··· Provided data

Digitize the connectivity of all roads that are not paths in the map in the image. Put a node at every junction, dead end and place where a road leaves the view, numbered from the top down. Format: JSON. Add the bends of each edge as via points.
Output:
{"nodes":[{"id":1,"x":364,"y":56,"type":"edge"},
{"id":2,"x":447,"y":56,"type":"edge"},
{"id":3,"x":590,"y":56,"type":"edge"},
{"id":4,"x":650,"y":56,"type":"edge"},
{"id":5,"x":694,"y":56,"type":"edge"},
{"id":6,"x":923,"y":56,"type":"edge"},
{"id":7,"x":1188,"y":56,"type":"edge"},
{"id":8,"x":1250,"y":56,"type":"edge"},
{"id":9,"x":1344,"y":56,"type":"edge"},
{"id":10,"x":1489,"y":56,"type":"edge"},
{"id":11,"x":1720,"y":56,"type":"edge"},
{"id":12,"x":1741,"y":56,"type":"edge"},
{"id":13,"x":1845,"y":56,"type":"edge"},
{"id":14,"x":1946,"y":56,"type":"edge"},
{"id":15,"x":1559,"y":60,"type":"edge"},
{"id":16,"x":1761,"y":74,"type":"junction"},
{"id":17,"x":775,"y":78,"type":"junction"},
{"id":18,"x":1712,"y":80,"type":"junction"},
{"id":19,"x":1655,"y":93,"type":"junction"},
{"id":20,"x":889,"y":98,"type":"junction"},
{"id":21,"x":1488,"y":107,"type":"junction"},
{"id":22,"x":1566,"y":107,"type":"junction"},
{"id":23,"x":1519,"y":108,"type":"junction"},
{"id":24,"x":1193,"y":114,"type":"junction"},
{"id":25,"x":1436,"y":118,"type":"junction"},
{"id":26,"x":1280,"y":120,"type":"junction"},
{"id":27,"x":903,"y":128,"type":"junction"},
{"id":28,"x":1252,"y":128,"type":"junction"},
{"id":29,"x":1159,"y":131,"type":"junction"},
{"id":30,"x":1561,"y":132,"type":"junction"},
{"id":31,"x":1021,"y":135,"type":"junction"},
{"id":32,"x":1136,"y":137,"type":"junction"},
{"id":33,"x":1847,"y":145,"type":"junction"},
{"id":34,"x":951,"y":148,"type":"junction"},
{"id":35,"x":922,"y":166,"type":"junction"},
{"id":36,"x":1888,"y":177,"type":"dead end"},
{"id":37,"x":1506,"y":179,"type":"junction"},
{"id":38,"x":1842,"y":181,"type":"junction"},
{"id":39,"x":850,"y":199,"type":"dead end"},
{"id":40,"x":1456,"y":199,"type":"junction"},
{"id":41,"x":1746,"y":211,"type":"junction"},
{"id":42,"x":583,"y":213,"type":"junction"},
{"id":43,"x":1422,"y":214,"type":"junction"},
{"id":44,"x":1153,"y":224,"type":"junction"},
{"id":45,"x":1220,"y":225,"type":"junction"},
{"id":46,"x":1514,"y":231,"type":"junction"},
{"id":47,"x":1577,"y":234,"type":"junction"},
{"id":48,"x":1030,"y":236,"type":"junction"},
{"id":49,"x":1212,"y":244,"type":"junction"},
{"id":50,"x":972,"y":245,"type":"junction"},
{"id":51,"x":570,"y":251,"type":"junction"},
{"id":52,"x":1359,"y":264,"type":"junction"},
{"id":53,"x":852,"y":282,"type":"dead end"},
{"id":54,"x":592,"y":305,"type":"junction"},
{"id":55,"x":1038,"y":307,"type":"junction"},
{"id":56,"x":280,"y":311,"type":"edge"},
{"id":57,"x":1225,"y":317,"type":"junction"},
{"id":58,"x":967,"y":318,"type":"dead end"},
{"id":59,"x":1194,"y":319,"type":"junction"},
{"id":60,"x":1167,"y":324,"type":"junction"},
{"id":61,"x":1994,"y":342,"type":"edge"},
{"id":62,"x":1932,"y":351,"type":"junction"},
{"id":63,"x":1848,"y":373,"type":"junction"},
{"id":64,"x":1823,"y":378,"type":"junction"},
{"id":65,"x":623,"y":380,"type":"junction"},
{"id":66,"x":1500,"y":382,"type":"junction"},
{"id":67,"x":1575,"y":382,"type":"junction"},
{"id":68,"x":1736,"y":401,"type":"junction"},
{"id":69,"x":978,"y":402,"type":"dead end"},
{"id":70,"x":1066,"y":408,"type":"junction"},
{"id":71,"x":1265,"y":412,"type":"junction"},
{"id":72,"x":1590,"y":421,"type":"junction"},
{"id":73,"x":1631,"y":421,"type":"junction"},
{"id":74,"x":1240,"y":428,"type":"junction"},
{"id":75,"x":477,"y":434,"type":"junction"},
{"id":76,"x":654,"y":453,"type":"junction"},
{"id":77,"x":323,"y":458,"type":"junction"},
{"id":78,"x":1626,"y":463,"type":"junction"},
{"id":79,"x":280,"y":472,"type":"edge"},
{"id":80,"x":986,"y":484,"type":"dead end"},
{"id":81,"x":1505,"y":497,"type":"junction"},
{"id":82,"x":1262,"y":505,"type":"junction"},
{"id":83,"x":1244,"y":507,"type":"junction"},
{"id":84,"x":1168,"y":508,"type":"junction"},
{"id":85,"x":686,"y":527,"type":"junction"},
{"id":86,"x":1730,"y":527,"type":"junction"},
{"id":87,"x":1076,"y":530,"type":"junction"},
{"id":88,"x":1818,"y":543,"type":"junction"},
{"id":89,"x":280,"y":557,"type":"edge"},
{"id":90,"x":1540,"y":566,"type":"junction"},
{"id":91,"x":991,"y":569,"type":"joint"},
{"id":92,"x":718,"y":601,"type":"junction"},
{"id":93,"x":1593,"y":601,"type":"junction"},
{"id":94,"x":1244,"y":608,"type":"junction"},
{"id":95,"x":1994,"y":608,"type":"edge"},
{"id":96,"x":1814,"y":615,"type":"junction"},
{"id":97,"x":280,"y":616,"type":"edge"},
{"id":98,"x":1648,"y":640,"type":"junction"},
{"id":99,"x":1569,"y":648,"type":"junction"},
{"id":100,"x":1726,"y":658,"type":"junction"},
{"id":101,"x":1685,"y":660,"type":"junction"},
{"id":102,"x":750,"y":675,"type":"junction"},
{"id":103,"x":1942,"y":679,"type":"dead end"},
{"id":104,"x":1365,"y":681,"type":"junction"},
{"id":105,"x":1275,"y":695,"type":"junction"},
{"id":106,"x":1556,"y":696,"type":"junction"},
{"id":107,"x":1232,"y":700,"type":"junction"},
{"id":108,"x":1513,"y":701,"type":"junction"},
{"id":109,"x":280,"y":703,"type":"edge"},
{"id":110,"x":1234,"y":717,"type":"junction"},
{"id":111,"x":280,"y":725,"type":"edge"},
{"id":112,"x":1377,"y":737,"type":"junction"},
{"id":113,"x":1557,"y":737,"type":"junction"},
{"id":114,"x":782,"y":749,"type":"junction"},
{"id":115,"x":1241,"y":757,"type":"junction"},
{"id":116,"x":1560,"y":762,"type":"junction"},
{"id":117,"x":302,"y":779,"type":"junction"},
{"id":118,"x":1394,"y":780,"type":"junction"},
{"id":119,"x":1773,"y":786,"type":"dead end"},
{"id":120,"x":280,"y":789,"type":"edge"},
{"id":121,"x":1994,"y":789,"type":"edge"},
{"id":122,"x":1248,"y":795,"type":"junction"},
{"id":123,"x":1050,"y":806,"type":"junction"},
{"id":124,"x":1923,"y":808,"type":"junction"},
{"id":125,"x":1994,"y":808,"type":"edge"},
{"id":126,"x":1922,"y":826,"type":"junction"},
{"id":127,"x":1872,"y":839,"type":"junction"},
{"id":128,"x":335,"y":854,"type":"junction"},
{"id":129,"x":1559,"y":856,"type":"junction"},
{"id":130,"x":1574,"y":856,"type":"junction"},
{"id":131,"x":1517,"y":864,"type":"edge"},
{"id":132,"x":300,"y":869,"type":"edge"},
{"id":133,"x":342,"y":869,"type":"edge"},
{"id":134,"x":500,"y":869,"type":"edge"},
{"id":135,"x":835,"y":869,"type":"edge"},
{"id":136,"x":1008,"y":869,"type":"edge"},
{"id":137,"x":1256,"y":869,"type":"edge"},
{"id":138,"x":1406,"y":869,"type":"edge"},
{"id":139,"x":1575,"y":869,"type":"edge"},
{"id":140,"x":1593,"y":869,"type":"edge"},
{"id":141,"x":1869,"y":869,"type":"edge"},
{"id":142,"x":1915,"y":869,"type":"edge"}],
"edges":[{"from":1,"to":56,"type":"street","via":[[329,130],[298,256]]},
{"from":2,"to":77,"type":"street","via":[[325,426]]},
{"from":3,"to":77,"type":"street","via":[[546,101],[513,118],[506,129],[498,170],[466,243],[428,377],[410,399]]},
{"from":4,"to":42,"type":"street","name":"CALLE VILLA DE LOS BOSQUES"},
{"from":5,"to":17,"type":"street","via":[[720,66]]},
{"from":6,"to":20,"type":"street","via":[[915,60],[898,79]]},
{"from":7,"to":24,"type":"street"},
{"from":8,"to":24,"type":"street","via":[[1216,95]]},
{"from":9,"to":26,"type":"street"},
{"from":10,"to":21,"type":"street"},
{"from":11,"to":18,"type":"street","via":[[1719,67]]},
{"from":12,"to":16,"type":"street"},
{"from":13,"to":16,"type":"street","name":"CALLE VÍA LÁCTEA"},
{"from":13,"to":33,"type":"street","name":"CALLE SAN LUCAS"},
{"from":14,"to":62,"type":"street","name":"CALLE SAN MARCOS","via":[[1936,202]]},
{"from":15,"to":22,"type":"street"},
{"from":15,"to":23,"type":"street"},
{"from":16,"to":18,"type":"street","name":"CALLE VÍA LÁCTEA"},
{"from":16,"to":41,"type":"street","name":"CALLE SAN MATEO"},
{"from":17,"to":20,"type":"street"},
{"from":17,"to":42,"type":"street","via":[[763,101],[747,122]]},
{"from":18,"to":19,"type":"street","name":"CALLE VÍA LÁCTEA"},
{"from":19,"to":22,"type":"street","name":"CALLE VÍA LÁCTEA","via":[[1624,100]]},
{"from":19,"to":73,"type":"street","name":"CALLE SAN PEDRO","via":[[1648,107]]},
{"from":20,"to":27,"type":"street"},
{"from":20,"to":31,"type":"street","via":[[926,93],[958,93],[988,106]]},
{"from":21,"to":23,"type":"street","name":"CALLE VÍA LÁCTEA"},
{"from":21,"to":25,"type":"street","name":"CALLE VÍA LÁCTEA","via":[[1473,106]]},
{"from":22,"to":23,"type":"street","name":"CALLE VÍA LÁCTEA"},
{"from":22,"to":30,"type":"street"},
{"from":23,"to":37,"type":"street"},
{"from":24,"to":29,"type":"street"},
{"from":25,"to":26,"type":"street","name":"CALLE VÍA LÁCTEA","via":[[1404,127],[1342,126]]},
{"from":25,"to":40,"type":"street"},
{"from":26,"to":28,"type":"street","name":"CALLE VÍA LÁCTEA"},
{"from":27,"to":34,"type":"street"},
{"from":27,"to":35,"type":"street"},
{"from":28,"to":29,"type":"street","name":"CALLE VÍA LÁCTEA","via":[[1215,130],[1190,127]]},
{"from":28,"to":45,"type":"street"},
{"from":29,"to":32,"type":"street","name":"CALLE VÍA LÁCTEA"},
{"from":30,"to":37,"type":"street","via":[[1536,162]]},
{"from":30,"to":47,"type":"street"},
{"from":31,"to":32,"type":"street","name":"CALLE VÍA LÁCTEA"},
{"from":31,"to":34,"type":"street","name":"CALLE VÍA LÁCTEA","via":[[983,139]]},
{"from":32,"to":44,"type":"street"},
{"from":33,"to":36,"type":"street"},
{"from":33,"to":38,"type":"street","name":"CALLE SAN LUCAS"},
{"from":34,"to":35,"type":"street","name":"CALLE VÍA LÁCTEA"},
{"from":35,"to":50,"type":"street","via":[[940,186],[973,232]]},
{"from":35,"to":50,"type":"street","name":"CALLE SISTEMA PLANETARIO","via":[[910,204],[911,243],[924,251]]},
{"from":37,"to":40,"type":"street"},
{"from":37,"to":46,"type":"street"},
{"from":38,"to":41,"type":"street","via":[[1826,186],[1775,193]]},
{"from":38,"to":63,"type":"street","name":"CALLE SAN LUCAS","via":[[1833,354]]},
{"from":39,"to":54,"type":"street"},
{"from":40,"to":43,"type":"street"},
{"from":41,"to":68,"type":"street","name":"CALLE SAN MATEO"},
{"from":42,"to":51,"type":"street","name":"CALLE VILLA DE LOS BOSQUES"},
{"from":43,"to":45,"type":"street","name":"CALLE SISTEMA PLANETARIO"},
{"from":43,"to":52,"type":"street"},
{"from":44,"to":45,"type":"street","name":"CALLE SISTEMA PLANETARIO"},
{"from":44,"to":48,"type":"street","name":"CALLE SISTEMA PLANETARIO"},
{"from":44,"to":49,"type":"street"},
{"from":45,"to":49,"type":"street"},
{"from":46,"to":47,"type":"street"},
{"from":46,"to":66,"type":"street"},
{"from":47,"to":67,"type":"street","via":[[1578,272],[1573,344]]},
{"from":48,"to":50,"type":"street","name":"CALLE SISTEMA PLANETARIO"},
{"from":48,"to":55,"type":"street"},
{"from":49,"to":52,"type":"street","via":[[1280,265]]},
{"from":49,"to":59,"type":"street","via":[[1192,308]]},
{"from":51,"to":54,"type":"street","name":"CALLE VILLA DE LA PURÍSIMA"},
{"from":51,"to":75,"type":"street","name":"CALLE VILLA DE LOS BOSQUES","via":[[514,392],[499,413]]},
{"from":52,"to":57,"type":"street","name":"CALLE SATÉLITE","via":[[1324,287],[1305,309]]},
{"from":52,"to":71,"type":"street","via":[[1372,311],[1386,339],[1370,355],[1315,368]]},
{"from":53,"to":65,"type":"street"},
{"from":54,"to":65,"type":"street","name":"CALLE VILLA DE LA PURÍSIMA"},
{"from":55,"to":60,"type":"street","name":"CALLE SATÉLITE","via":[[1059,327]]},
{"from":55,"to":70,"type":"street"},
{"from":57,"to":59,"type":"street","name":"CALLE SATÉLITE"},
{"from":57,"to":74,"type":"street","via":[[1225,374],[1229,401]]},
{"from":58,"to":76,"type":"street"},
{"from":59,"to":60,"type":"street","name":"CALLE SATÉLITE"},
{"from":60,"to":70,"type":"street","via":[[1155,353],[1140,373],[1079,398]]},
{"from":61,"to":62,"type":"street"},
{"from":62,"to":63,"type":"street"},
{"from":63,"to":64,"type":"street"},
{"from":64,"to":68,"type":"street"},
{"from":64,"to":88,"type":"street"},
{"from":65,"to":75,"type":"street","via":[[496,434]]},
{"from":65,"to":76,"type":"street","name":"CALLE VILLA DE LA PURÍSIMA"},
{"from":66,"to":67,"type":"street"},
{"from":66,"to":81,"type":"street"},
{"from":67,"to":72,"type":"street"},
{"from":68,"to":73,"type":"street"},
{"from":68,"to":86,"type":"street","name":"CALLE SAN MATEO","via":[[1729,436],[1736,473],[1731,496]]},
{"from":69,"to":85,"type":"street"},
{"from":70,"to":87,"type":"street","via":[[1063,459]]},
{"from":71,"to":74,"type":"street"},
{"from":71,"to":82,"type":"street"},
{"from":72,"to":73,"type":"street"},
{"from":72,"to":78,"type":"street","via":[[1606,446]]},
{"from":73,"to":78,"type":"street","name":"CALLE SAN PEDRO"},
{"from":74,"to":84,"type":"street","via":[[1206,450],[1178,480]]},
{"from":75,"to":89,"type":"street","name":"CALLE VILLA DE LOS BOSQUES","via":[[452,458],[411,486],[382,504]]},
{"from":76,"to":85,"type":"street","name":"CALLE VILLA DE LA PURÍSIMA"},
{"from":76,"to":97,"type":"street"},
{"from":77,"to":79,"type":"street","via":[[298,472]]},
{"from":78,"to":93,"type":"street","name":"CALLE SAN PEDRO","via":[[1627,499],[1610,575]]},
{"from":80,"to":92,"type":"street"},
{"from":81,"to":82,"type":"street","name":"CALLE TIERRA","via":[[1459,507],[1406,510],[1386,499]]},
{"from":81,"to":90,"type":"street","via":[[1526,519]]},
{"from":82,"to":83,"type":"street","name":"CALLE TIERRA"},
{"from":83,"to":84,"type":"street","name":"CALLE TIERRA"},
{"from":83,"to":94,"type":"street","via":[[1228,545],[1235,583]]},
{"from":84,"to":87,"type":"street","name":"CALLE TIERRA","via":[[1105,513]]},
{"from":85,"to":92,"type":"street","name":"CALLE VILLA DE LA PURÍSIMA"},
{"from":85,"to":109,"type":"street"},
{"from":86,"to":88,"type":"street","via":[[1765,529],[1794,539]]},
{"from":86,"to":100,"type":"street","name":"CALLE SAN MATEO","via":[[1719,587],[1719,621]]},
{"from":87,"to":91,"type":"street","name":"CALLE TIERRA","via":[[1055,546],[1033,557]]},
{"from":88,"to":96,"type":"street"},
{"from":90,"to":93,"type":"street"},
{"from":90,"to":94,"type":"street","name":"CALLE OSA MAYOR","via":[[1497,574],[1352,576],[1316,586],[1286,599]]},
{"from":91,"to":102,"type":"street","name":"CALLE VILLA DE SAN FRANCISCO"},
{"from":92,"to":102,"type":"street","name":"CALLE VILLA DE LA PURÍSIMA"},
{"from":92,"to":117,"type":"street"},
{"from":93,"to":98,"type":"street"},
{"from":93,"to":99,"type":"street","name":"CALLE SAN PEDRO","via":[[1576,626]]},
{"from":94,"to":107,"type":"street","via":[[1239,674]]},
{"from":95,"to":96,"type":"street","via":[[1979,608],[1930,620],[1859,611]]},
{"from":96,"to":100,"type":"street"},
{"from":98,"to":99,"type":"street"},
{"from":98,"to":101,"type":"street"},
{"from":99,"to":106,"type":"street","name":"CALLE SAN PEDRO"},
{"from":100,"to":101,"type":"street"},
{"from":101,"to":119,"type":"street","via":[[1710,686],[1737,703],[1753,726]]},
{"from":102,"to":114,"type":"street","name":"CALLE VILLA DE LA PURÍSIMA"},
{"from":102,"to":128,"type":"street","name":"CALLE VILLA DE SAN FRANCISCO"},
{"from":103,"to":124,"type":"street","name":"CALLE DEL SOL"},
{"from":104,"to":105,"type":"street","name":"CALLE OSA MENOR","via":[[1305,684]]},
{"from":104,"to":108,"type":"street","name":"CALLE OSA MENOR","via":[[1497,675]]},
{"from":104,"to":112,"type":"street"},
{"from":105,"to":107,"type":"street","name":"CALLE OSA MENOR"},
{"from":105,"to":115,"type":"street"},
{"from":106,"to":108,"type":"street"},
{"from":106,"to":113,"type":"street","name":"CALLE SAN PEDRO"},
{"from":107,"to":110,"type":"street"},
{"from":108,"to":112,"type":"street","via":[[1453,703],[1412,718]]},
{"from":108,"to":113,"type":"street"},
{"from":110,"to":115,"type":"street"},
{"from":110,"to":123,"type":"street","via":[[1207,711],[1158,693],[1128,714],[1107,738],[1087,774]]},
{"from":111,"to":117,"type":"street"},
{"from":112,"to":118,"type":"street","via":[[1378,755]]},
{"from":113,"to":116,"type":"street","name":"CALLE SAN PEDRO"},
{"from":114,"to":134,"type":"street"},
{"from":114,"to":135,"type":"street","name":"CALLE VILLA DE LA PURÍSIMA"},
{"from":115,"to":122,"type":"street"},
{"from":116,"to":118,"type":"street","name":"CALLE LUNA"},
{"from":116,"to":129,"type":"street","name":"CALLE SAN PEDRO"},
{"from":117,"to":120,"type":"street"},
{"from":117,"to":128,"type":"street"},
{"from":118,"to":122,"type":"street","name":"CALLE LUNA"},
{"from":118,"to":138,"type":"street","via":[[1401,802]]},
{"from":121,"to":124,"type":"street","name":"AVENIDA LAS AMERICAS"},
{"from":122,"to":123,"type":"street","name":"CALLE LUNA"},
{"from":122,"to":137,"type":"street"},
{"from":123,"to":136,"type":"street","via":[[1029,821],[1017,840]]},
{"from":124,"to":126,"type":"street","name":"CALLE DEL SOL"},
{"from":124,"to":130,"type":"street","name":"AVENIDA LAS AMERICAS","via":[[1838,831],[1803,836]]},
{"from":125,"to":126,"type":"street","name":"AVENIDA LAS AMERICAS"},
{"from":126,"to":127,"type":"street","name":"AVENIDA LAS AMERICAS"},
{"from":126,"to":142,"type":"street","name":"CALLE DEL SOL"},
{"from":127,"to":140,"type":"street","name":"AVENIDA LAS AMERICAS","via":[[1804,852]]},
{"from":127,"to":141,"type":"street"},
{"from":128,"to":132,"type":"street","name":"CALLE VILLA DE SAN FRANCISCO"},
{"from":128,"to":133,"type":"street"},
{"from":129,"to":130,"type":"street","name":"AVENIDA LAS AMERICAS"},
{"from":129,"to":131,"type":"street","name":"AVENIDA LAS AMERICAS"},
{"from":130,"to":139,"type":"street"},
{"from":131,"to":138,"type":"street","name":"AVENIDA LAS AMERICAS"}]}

······

» To do: Only the lines that contain the string "BOSQUES" are to be copied from the records.

» Task result:
{"from":4,"to":42,"type":"street","name":"CALLE VILLA DE LOS BOSQUES"},
{"from":42,"to":51,"type":"street","name":"CALLE VILLA DE LOS BOSQUES"},
{"from":51,"to":75,"type":"street","name":"CALLE VILLA DE LOS BOSQUES","via":[[514,392],[499,413]]},
{"from":75,"to":89,"type":"street","name":"CALLE VILLA DE LOS BOSQUES","via":[[452,458],[411,486],[382,504]]},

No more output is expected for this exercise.